SMILA/Documentation/DeltaIndexingManager

Overview

The Delta Indexing Manager stores information about last modification of each record (compound elements will bee added soon) and can determine if a record has changed since it's last processing. This decision is based on a hash value provided by a crawler. How such a hash is computed depends on the crawler and it's configuration (for example the filesystem crawler usually computes the hash from the last modification date of files).

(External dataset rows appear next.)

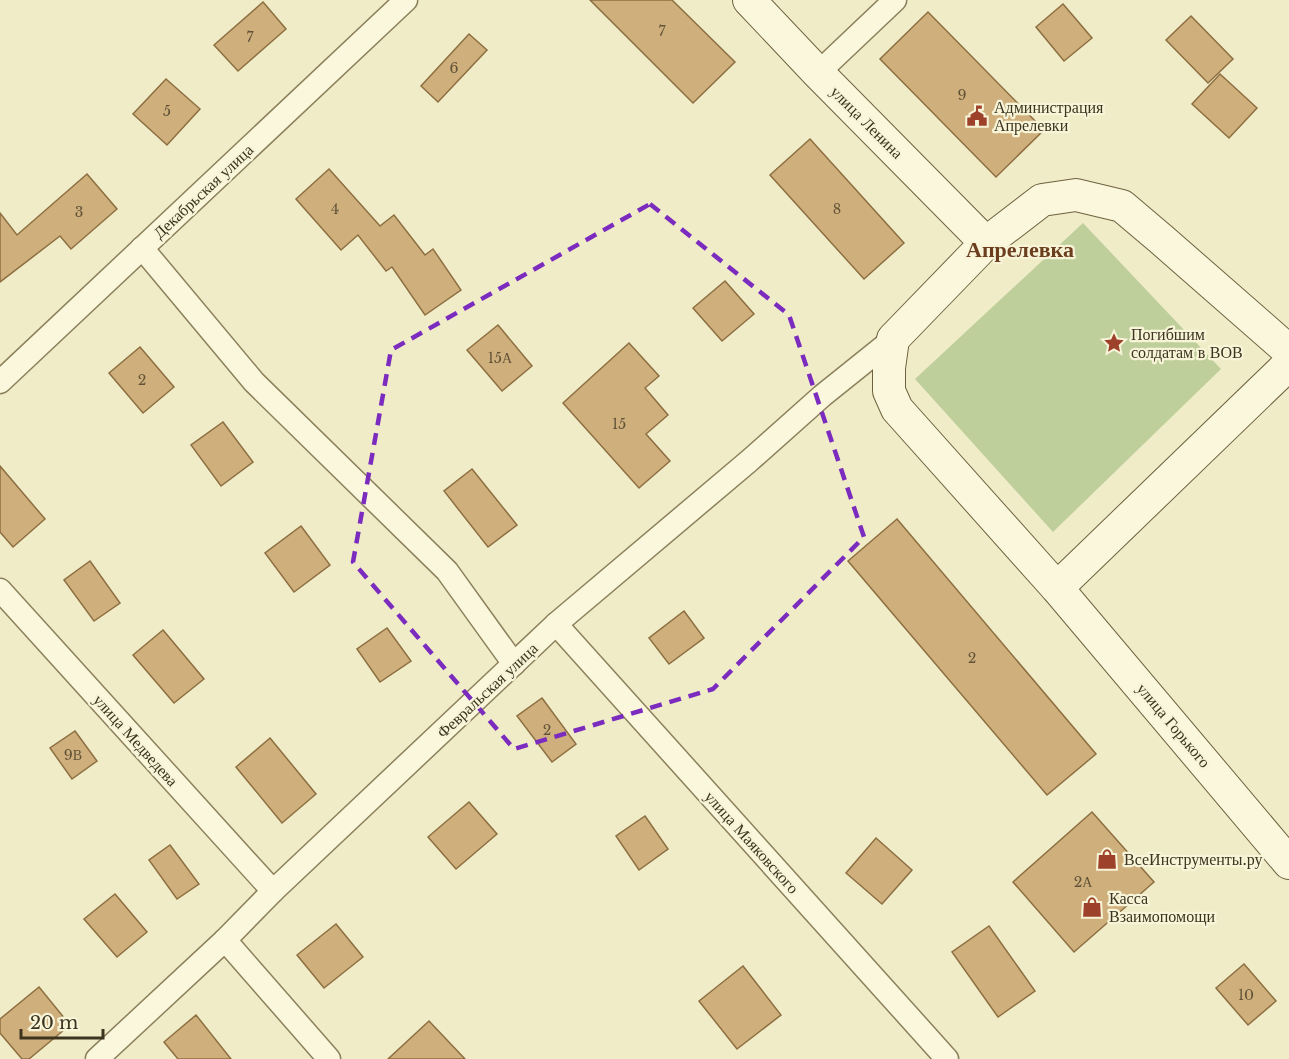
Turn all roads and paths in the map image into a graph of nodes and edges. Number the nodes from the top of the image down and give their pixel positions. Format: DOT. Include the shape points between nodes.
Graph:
graph roads {
  1 [pos="406,0"];
  2 [pos="749,0"];
  3 [pos="895,0"];
  4 [pos="818,73"];
  5 [pos="986,243"];
  6 [pos="142,248"];
  7 [pos="893,339"];
  8 [pos="1289,351"];
  9 [pos="1289,364"];
  10 [pos="0,382"];
  11 [pos="1057,588"];
  12 [pos="0,590"];
  13 [pos="556,624"];
  14 [pos="513,664"];
  15 [pos="1289,863"];
  16 [pos="273,891"];
  17 [pos="225,940"];
  18 [pos="97,1059"];
  19 [pos="329,1059"];
  20 [pos="947,1059"];
  1 -- 6 [label="street, Декабрьская улица"];
  2 -- 4 [label="main road, улица Ленина"];
  3 -- 4 [label="street"];
  4 -- 5 [label="main road, улица Ленина"];
  5 -- 7 [label="main road"];
  5 -- 8 [label="main road" via="1042,200 1076,195 1122,206"];
  6 -- 10 [label="street, Декабрьская улица"];
  6 -- 14 [label="street" via="254,382 447,571"];
  7 -- 11 [label="main road, улица Горького" via="889,391 897,410"];
  7 -- 13 [label="street, Февральская улица"];
  9 -- 11 [label="main road"];
  11 -- 15 [label="main road, улица Горького"];
  12 -- 16 [label="street, улица Медведева"];
  13 -- 14 [label="street, Февральская улица"];
  13 -- 20 [label="street, улица Маяковского"];
  14 -- 16 [label="street, Февральская улица"];
  16 -- 17 [label="street, Февральская улица"];
  17 -- 18 [label="street, Февральская улица"];
  17 -- 19 [label="street"];
}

It provides functionality to manage this information, to determine if documents have changed, to mark documents that have not changed (visited flag) and to determine documents that are indexed but no longer exist in the data source.

API

/**
   * initializes the internal state for an import of a dataSourceID and establishes a lock to avoid that the same.
   * dataSourceID ist initialized multiple times concurrently.
   * 
   * @param dataSourceID
   *          dataSourceID
   * 
   * @throws DeltaIndexingException
   *           the delta indexing exception
   */
  void init(String dataSourceID) throws DeltaIndexingException;
 
  /**
   * checks for the hash of the current id is new or has changed (true) or not (false). //
   * 
   * to reduce method calls mark entry as visited on return value false
   * 
   * @param id
   *          the id
   * @param hash
   *          the hash
   * 
   * @return true, if check for update
   * 
   * @throws DeltaIndexingException
   *           the delta indexing exception
   */
  boolean checkForUpdate(Id id, String hash) throws DeltaIndexingException;
 
  /**
   * updates the hash and marks this id as visited.
   * 
   * @param id
   *          the id
   * @param hash
   *          the hash
   * 
   * @throws DeltaIndexingException
   *           the delta indexing exception
   */
  void visit(Id id, String hash) throws DeltaIndexingException;
 
  /**
   * Obsolete id iterator.
   * 
   * @param dataSourceID
   *          the data source id
   * 
   * @return the iterator< id>
   * 
   * @throws DeltaIndexingException
   *           the delta indexing exception
   */
  Iterator<Id> obsoleteIdIterator(String dataSourceID) throws DeltaIndexingException;
 
  /**
   * Obsolete id iterator for id fragments.
   * 
   * @param id
   *          the id
   * 
   * @return the iterator< id>
   * 
   * @throws DeltaIndexingException
   *           the delta indexing exception
   */
  Iterator<Id> obsoleteIdIterator(Id id) throws DeltaIndexingException;
 
  /**
   * Clear.
   * 
   * @throws DeltaIndexingException
   *           the delta indexing exception
   */
  void clear() throws DeltaIndexingException;
 
  /**
   * Clear.
   * 
   * @param dataSourceID
   *          the data source id
   * 
   * @throws DeltaIndexingException
   *           the delta indexing exception
   */
  void clear(String dataSourceID) throws DeltaIndexingException;
 
  /**
   * rollbacks changes was made inside init() and finish(), it should be called before finishing process.
   * 
   * @param dataSourceID
   *          the data source id
   * 
   * @throws DeltaIndexingException
   *           the delta indexing exception
   */
  void rollback(String dataSourceID) throws DeltaIndexingException;
 
  /**
   * Delete.
   * 
   * @param id
   *          the id
   * 
   * @throws DeltaIndexingException
   *           the delta indexing exception
   */
  void delete(Id id) throws DeltaIndexingException;
 
  /**
   * removes the lock.
   * 
   * @param dataSourceID
   *          the data source id
   * 
   * @throws DeltaIndexingException
   *           the delta indexing exception
   */
  void finish(String dataSourceID) throws DeltaIndexingException;
 
  /**
   * Unlock all datasources.
   * 
   * @throws DeltaIndexingException
   *           the delta indexing exception
   */
  void unlockDatasources() throws DeltaIndexingException;
 
  /**
   * Exists.
   * 
   * @param dataSourceId
   *          the data source id
   * 
   * @return true, if successful
   */
  boolean exists(String dataSourceId);

Implementations

It is possible to provide different implementations for the DeltaIndexingManager interface. Below is a list of the currently available implementations.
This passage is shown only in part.